[Recorded data]
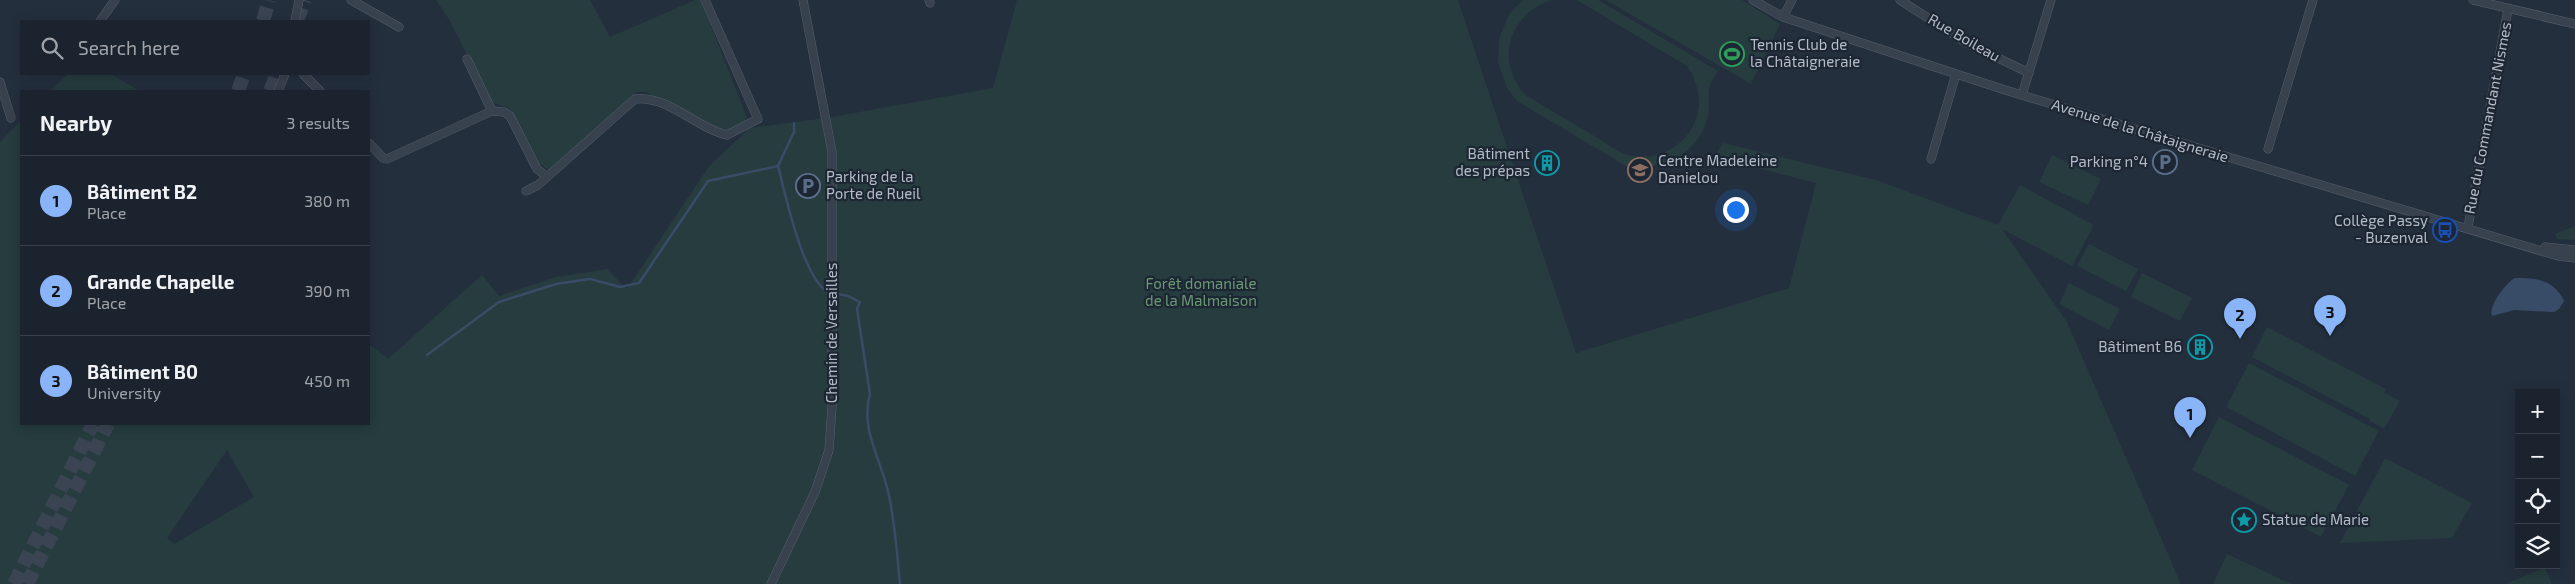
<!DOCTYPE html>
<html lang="en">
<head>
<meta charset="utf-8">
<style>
  :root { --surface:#1b232e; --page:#282f3a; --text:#f1f3f6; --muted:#a0a4aa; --line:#39404a; --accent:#8ab4f8 }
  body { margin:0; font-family:"Exo 2",sans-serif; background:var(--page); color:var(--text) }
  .controls { position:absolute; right:15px; bottom:15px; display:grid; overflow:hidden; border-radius:0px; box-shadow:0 2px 12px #0003 }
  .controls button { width:45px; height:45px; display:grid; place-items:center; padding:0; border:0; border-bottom:1px solid var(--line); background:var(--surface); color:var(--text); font:25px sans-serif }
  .you { position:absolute; left:1735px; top:209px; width:18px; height:18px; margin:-12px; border:4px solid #fff; border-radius:50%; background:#1a73e8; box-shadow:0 0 0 8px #1a73e833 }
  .badge { display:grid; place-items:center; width:32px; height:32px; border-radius:50%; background:var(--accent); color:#111; font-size:16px; font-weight:700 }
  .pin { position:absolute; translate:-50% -41px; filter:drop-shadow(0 1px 2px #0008) }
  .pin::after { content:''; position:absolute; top:26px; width:18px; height:15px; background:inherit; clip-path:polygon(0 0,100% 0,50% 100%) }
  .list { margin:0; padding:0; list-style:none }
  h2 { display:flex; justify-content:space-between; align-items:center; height:65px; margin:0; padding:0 20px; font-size:21px }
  h2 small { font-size:16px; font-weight:400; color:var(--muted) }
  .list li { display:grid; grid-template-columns:32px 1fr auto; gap:15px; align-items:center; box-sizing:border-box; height:90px; padding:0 20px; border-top:1px solid var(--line) }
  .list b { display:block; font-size:19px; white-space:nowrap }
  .list p { margin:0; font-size:16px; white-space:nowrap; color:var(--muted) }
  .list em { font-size:16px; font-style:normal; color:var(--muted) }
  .icon { flex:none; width:28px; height:28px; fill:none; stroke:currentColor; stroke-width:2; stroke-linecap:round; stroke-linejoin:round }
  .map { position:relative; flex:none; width:2575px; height:584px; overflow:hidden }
  .search { position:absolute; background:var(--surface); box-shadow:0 2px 12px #0003; left:20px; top:20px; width:350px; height:55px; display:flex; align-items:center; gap:12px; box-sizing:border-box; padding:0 18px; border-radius:0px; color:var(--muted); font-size:19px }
  .panel { position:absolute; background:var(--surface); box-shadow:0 2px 12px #0003; left:20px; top:90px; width:350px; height:335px; border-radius:0px }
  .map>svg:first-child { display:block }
  .green { fill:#263c3f; fill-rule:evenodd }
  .water { fill:#394c67 }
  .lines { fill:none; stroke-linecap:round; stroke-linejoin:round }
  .stream { stroke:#394c67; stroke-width:2.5 }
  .highway-tunnel { stroke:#3a4453; stroke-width:14; stroke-dasharray:14 7; stroke-linecap:butt }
  .street-casing { stroke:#565f6c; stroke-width:9 }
  .street { stroke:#38414e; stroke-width:8 }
  .labels { text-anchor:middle; stroke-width:4.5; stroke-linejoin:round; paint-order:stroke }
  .street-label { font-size:15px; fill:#b4bcc9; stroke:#1d2633 }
  .poi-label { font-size:15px; fill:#b4bcc9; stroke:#1d2633; text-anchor:start }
  .park-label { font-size:15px; fill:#6b9a76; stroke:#1d2633 }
</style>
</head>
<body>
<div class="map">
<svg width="2575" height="584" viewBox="0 0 2575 584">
  <rect width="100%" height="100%" fill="#242f3e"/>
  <path class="green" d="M436 0H590L610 37 695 0H701L747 118 738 129 728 135 646 92H637L549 170 537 162 509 108 491 102 450 21Z
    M1017 0H1458L1576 353 1789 288 1816 183 1714 157 1723 143 1876 180 1998 225 2020 185 2094 225 2072 266 2002 229 2067 322 2181 584H0V142L21 120V424H369V344L388 359 482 275 499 296 556 277 607 269 627 289 709 166 750 128 826 118 993 88ZM227 450 254 497 174 544 167 538Z
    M1523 0H1552C1508 13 1494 64 1527 96 1550 110 1573 123 1596 137 1606 143 1616 151 1626 154 1653 163 1682 149 1694 124 1703 104 1699 84 1687 66L1577 0H1598L1718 71C1715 76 1712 80 1710 85 1707 95 1711 109 1707 120 1696 156 1661 171 1626 166L1517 101 1507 88 1498 62 1499 39 1509 14Z
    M1606 0H1742L1780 24 1751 84Z
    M68 74H111L140 91H50Z
    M2052 155 2101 179 2088 205 2039 182Z
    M2575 226V240L2557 239 2555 234Z
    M2089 244 2138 269 2126 291 2077 266Z
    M2142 273 2192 298 2180 321 2131 297Z
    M2069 283 2120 309 2109 330 2059 304Z
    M2267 327 2386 389 2383 396 2385 393 2400 401 2384 429 2370 421V419L2252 357Z
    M2249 363 2379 431 2355 476 2226 407Z
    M2219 417 2349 485 2321 537 2192 470Z
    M2385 458 2472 503 2452 538 2340 543Z
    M2227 554 2285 581 2292 584H2213Z
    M2545 567 2552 584H2506Z"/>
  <path class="water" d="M2515 278C2536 278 2554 279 2564 301L2559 309 2554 312 2514 310 2492 316C2488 306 2506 283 2515 278Z"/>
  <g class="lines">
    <path class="stream" d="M794 123V132L778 166C786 197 802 274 827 292
      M838 294 848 296 860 302 857 309 870 394C860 428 880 458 888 491 895 521 897 553 900 584
      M427 355 499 302 556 284 590 279 620 287 639 283 708 181 778 166"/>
    <path class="highway-tunnel" d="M263 21 269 0
      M297 21 305 0
      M238 91 244 74
      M270 91 277 74
      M14 584 93 424
      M27 584 108 424"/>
    <defs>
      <path id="street" d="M351 0 399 27
        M929 0 930 3
        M1753 0 1783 17 2005 90 2558 256 2575 258
        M1900 0 1965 42 2029 73
        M2473 0 2575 24
        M1783 17 1792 0
        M100 21 115 0
        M295 21 299 0
        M467 59 492 111
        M303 74 320 91
        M0 82 11 118
        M278 91 285 74
        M2022 95 2051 0
        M369 143 383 158 387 159 492 111 504 112 510 116 537 169 546 176
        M2268 149 2313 0
        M1931 159 1956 74
        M526 191 538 185 635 99C668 95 696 128 727 135L758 119 705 0
        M2468 227 2508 9
        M2545 247 2575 250
        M771 584 815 492 829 450 832 407V152L803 0"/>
    </defs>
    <use href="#street" class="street-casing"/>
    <use href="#street" class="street"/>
  </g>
  <defs>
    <symbol id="stadium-ring" viewBox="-11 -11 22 22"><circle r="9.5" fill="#1d2633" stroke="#2e9e5b" stroke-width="1.5"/><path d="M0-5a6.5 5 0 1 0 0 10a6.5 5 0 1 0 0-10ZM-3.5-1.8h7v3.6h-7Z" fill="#2e9e5b"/></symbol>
    <symbol id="parking-ring" viewBox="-11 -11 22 22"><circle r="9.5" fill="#1d2633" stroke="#5c6f8a" stroke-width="1.5"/><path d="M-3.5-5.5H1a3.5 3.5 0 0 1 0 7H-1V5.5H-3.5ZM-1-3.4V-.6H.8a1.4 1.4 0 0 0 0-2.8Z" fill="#5c6f8a"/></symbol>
    <symbol id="building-ring" viewBox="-11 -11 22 22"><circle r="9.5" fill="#1d2633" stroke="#0f9aa8" stroke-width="1.5"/><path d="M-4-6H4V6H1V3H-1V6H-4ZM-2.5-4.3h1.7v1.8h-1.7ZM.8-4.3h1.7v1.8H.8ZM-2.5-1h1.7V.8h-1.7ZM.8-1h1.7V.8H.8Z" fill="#0f9aa8"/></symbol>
    <symbol id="school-ring" viewBox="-11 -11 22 22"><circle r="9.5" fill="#1d2633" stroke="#8d6e63" stroke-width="1.5"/><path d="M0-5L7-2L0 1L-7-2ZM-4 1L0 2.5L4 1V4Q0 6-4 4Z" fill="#8d6e63"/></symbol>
    <symbol id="bus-ring" viewBox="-11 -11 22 22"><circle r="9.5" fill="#1d2633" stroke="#1a4fb4" stroke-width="1.5"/><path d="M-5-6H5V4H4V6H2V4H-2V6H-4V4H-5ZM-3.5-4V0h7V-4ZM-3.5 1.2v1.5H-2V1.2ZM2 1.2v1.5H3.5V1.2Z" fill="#1a4fb4"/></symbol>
    <symbol id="sight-ring" viewBox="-11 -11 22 22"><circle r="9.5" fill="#1d2633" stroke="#0f9aa8" stroke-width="1.5"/><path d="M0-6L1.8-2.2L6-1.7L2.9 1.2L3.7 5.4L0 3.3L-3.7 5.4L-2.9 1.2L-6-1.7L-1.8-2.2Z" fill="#0f9aa8"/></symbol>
  </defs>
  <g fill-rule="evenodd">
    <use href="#stadium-ring" x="1718" y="40" width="28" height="28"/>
    <use href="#parking-ring" x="2151" y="148" width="28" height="28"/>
    <use href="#building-ring" x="1533" y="149" width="28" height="28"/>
    <use href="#school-ring" x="1626" y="156" width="28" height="28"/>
    <use href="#parking-ring" x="794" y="172" width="28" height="28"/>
    <use href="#bus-ring" x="2431" y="216" width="28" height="28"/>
    <use href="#building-ring" x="2186" y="333" width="28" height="28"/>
    <use href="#sight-ring" x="2230" y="506" width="28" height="28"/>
  </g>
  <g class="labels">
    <g class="street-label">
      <text transform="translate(1964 38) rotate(30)" y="5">Rue Boileau</text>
      <text transform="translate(2488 118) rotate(-79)" y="5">Rue du Commandant Nismes</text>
      <text transform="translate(2140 131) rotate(17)" y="5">Avenue de la Châtaigneraie</text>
      <text transform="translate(832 333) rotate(-90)" y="5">Chemin de Versailles</text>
    </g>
    <g class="poi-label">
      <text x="1750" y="50">Tennis Club de<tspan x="1750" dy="17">la Châtaigneraie</tspan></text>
      <text x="1530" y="159" text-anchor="end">Bâtiment<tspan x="1530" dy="17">des prépas</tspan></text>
      <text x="1658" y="166">Centre Madeleine<tspan x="1658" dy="17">Danielou</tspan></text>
      <text x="2148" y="167" text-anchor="end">Parking n°4</text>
      <text x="826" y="182">Parking de la<tspan x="826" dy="17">Porte de Rueil</tspan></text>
      <text x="2428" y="226" text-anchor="end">Collège Passy<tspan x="2428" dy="17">- Buzenval</tspan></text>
      <text x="2182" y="352" text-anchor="end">Bâtiment B6</text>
      <text x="2262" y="525">Statue de Marie</text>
    </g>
    <g class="park-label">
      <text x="1201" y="289">Forêt domaniale<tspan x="1201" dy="17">de la Malmaison</tspan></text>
    </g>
  </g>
</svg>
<div class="controls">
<button>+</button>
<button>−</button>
<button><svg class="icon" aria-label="locate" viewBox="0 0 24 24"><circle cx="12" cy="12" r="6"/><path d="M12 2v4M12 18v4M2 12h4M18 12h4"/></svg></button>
<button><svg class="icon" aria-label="layers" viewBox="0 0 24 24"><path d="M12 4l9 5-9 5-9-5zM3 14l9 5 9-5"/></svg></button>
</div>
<div class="you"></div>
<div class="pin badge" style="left:2190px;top:438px">1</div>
<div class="pin badge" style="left:2240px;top:339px">2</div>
<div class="pin badge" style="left:2330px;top:336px">3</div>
<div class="search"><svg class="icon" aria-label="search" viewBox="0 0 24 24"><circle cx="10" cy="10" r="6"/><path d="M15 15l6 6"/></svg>Search here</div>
<section class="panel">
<h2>Nearby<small>3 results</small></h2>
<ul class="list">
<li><span class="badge">1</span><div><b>Bâtiment B2</b><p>Place</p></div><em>380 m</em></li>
<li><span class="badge">2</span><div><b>Grande Chapelle</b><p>Place</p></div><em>390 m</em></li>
<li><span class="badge">3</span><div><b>Bâtiment B0</b><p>University</p></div><em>450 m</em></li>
</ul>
</section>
</div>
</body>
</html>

EXERCISE BRIEF:
In the data above, retype exactly and only the lines between the one holding "position:absolute; right:15px; bottom:15px;" and the one holding "display:grid; place-items:center; width:32px;", inclusive.

THE ANSWER:
  .controls { position:absolute; right:15px; bottom:15px; display:grid; overflow:hidden; border-radius:0px; box-shadow:0 2px 12px #0003 }
  .controls button { width:45px; height:45px; display:grid; place-items:center; padding:0; border:0; border-bottom:1px solid var(--line); background:var(--surface); color:var(--text); font:25px sans-serif }
  .you { position:absolute; left:1735px; top:209px; width:18px; height:18px; margin:-12px; border:4px solid #fff; border-radius:50%; background:#1a73e8; box-shadow:0 0 0 8px #1a73e833 }
  .badge { display:grid; place-items:center; width:32px; height:32px; border-radius:50%; background:var(--accent); color:#111; font-size:16px; font-weight:700 }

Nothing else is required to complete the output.